L’installation sonore Lost se caractérise surtout par les angles formés par les haut-parleurs (niv. 1). Cette colonne qui est prolongée du mur jusqu’au sol (niv. 3), représente la composante la plus importante du dispositif à l’intérieur de l’espace. Le long de cet alignement, des masses de sons sont diffusées, parfois reprenant le chemin ascendant, dans certaines phases de la composition. Dans ce lieu, l’auditeur est « noyé» par un cycle tournant des sons (niv. 2), faisant contrepoint aux sons diffusés au niveau 1. Un jeu stéréophonique sépare ainsi les niveaux 1 et 3, du niveau 2, pour obtenir une musique totalement tridimensionnelle (Cf. schémas de Lost, dans lequel se trouve les trois régimes d’organisation de haut-parleurs et Lines Between dont l’organisation stéréophonique est accompagnée d’images projetées sur les murs contruits en bois).

     Pour clore l’analyse de l’installation Topophoniczones de Sabine Schäfer, il reste à analyser Lines Between, dernière salle dans le musée de Karlsruhe. Un groupe de six haut-parleurs distribue la musique dans la pièce. Lentement, le processus s’opère. Des changements de la nature sonore sont travaillés à partir de petites variations du timbre, créant ainsi une vie intérieure au son  et à la lumière créée par Werner Cee. Les murs intérieurs sont couverts de bois, les planche étant le résultat d’un calcul et leur arrangement est systématique. Des morceaux de verre brisé sont insérés à l’horizontal.

De manière plus aléatoire, ce verre brisé, figé entre les lames de bois, est irisé par des flashes de couleur bleue fluorescente, révèle la nature intime du bois, sa texture, la trace visible de la réalité matérielle. Lorsqu’un visiteur entre, il confronte sa propre présence à celle des matériaux visuels et sonores.
À cet autre espace sonore s’ajoute donc le travail sur l’espace acoustique. Cet espace ne fait plus appel à une configuration spatiale, donc à l’espace physique lui-même déjà constitué, mais renvoie à une spatialisation physique de l’œuvre, c’est-à-dire, dans l’utilisation des ressources acoustiques, aux effets de profondeur, d’ubiquité et de mobilité des sons (et des lumières dans le cas de Xenakis).

Désormais, «  la possibilité de gérer un temps réel divers indices acoustiques […] permet d’envisager de nouveaux rapports entre le compositeur et l’interprète et l’acoustique.

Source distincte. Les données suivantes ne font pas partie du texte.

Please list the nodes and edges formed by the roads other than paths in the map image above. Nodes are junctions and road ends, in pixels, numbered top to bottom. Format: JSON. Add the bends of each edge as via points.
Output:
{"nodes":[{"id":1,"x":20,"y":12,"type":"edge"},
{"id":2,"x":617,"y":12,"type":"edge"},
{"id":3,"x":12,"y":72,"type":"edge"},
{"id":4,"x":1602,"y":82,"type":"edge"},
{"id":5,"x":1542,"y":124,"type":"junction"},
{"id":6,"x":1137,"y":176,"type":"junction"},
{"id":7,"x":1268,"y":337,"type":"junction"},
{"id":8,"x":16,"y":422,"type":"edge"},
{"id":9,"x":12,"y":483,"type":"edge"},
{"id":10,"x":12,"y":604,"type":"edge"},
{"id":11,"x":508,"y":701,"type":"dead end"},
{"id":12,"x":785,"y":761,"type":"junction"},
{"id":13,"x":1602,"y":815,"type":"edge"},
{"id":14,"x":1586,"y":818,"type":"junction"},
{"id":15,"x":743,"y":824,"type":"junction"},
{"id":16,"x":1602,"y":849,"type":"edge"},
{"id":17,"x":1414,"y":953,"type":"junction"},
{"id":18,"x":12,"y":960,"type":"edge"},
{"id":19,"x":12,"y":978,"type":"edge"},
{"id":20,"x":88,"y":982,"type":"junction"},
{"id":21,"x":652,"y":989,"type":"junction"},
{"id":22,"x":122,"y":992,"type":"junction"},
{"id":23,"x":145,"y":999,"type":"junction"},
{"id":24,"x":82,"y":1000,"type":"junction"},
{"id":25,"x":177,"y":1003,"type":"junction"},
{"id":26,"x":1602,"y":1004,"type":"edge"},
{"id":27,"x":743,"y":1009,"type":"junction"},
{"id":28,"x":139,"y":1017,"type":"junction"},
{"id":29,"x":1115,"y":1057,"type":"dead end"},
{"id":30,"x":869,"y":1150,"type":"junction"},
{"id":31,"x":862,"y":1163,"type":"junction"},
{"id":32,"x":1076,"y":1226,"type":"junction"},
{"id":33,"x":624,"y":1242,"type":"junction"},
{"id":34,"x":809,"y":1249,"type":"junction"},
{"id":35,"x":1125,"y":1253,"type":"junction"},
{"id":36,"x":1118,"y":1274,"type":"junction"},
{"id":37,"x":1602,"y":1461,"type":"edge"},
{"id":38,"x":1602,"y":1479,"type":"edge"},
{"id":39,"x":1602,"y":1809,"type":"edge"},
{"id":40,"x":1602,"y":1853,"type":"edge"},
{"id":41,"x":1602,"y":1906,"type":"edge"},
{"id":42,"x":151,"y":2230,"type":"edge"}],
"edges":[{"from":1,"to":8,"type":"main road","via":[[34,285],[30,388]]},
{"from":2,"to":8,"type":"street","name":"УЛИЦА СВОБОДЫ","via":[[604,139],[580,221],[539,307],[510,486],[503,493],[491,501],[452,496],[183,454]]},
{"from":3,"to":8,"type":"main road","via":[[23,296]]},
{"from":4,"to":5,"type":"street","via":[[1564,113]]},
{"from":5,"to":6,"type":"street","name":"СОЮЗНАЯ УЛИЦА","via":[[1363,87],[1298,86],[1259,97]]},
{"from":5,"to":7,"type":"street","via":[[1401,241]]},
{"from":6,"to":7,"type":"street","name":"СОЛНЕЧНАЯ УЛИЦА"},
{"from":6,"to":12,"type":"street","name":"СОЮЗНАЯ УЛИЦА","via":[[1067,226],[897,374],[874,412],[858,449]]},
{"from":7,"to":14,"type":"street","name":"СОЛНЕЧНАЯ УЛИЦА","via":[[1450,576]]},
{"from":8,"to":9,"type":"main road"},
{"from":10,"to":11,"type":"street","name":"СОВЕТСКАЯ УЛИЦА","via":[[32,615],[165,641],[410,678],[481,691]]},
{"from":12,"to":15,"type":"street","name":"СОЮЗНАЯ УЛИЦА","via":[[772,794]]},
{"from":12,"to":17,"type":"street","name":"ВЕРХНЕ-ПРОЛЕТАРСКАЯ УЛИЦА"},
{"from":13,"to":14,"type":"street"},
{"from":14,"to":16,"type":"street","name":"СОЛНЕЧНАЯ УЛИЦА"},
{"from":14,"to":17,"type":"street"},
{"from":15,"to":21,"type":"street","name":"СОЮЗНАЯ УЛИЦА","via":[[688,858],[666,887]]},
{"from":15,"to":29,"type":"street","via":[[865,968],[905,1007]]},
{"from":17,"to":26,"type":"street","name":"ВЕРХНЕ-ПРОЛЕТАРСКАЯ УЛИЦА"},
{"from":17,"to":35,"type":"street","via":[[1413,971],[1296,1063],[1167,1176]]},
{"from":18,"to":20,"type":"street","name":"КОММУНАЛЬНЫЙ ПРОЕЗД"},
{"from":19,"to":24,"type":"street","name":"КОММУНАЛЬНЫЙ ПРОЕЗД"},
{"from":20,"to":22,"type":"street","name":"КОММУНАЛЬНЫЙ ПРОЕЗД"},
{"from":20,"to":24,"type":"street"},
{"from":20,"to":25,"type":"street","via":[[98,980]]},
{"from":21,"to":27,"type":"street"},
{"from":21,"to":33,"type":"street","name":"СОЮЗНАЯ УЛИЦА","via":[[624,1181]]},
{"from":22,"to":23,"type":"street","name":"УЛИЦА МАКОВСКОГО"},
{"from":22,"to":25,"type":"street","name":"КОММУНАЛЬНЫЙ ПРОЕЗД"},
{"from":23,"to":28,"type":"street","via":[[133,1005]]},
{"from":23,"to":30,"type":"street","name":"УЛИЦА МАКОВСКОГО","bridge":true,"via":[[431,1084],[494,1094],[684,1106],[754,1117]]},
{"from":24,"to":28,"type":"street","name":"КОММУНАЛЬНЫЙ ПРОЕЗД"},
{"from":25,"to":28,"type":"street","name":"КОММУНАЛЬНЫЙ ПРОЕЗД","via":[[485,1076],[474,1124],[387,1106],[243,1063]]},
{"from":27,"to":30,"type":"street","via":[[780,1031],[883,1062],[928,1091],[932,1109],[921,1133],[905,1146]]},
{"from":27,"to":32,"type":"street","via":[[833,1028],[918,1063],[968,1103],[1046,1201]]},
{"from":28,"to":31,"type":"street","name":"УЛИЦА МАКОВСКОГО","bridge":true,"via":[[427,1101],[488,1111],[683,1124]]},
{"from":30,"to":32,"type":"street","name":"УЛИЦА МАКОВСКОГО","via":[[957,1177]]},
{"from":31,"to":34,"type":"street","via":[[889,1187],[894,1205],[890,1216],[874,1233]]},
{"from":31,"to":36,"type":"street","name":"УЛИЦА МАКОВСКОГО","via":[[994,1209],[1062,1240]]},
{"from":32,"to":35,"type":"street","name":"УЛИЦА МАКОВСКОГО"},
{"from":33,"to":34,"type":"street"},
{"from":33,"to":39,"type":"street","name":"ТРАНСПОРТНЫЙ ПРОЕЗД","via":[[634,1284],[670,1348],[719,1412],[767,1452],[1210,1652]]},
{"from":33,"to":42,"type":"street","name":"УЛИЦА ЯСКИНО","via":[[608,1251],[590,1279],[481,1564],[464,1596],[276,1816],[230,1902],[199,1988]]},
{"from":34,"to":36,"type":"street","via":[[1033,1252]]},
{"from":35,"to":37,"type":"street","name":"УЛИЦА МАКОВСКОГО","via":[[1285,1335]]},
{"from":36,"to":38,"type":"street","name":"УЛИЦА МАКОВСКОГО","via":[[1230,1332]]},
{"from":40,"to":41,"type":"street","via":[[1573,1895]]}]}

En particulier, la disponibilité de moyens technologiques de spatialisation du son dotés d’un formalisme de manipulation adapté à la perception […]. … le compositeur peut intégrer dès le stade de la composition les paramètres acoustiques et les élever à un rang musical. […] L’évolution rapide et la complexité croissante des matériels imposent une réflexion visant à proposer des interfaces de manipulation basées sur des formalismes pertinents pour la perception », c’est-à-dire une fusion des deux perceptions auditive et sonore, et « la tendance à l’imbrication des données visuelles et auditives dans les futurs dispositifs de diffusion, qui devrait inciter la pratique à l’exploration des relations entre ces deux champs perceptifs. » (1)

© Olivier Lussac

(1) Jean-Pascal Jullien et d’Olivier Warusfel, « Technologies et perception auditive de l’espace », revue Les Cahiers de l’Ircam-Recherche et musique, n° 5 intitulé « Espaces », 1er trimestre 1994, p. 93-94.